====== Source information

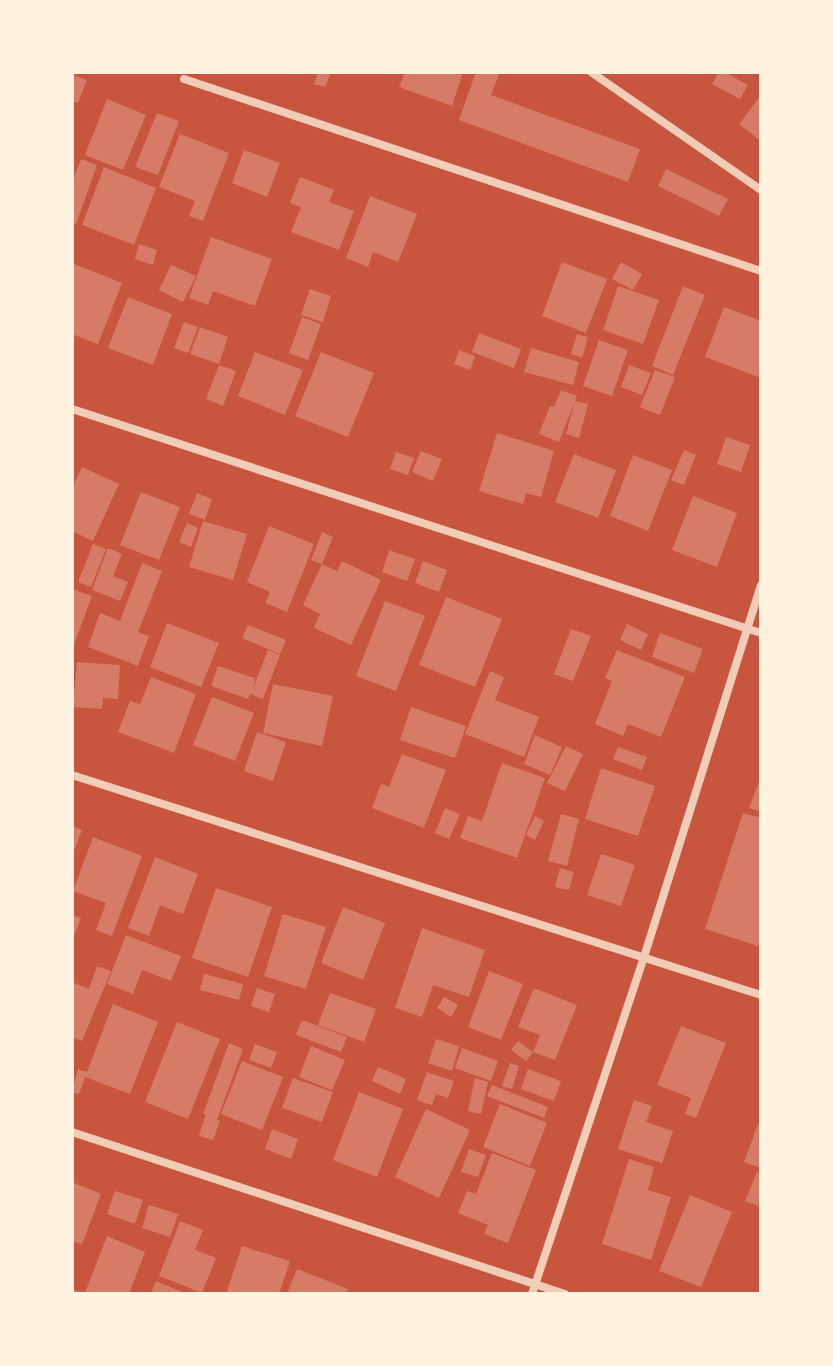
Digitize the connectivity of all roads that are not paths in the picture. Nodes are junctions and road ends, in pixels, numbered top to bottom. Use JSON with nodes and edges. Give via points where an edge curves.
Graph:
{"nodes":[{"id":1,"x":591,"y":72,"type":"edge"},
{"id":2,"x":184,"y":79,"type":"dead end"},
{"id":3,"x":761,"y":190,"type":"edge"},
{"id":4,"x":761,"y":271,"type":"edge"},
{"id":5,"x":72,"y":409,"type":"edge"},
{"id":6,"x":761,"y":585,"type":"edge"},
{"id":7,"x":746,"y":628,"type":"junction"},
{"id":8,"x":761,"y":633,"type":"edge"},
{"id":9,"x":72,"y":775,"type":"edge"},
{"id":10,"x":644,"y":957,"type":"junction"},
{"id":11,"x":761,"y":995,"type":"edge"},
{"id":12,"x":72,"y":1132,"type":"edge"},
{"id":13,"x":535,"y":1284,"type":"junction"},
{"id":14,"x":532,"y":1294,"type":"edge"},
{"id":15,"x":565,"y":1294,"type":"edge"}],
"edges":[{"from":1,"to":3,"type":"street"},
{"from":2,"to":4,"type":"street"},
{"from":5,"to":7,"type":"street"},
{"from":6,"to":7,"type":"street"},
{"from":7,"to":8,"type":"street"},
{"from":7,"to":10,"type":"street"},
{"from":9,"to":10,"type":"street"},
{"from":10,"to":11,"type":"street"},
{"from":10,"to":13,"type":"street"},
{"from":12,"to":13,"type":"street"},
{"from":13,"to":14,"type":"street"},
{"from":13,"to":15,"type":"street"}]}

============

Directions: Please repeat each line above exactly as it appears, but omit the pictures.

Reply to the exercise:
Digitize the connectivity of all roads that are not paths in the picture. Nodes are junctions and road ends, in pixels, numbered top to bottom. Use JSON with nodes and edges. Give via points where an edge curves.
Graph:
{"nodes":[{"id":1,"x":591,"y":72,"type":"edge"},
{"id":2,"x":184,"y":79,"type":"dead end"},
{"id":3,"x":761,"y":190,"type":"edge"},
{"id":4,"x":761,"y":271,"type":"edge"},
{"id":5,"x":72,"y":409,"type":"edge"},
{"id":6,"x":761,"y":585,"type":"edge"},
{"id":7,"x":746,"y":628,"type":"junction"},
{"id":8,"x":761,"y":633,"type":"edge"},
{"id":9,"x":72,"y":775,"type":"edge"},
{"id":10,"x":644,"y":957,"type":"junction"},
{"id":11,"x":761,"y":995,"type":"edge"},
{"id":12,"x":72,"y":1132,"type":"edge"},
{"id":13,"x":535,"y":1284,"type":"junction"},
{"id":14,"x":532,"y":1294,"type":"edge"},
{"id":15,"x":565,"y":1294,"type":"edge"}],
"edges":[{"from":1,"to":3,"type":"street"},
{"from":2,"to":4,"type":"street"},
{"from":5,"to":7,"type":"street"},
{"from":6,"to":7,"type":"street"},
{"from":7,"to":8,"type":"street"},
{"from":7,"to":10,"type":"street"},
{"from":9,"to":10,"type":"street"},
{"from":10,"to":11,"type":"street"},
{"from":10,"to":13,"type":"street"},
{"from":12,"to":13,"type":"street"},
{"from":13,"to":14,"type":"street"},
{"from":13,"to":15,"type":"street"}]}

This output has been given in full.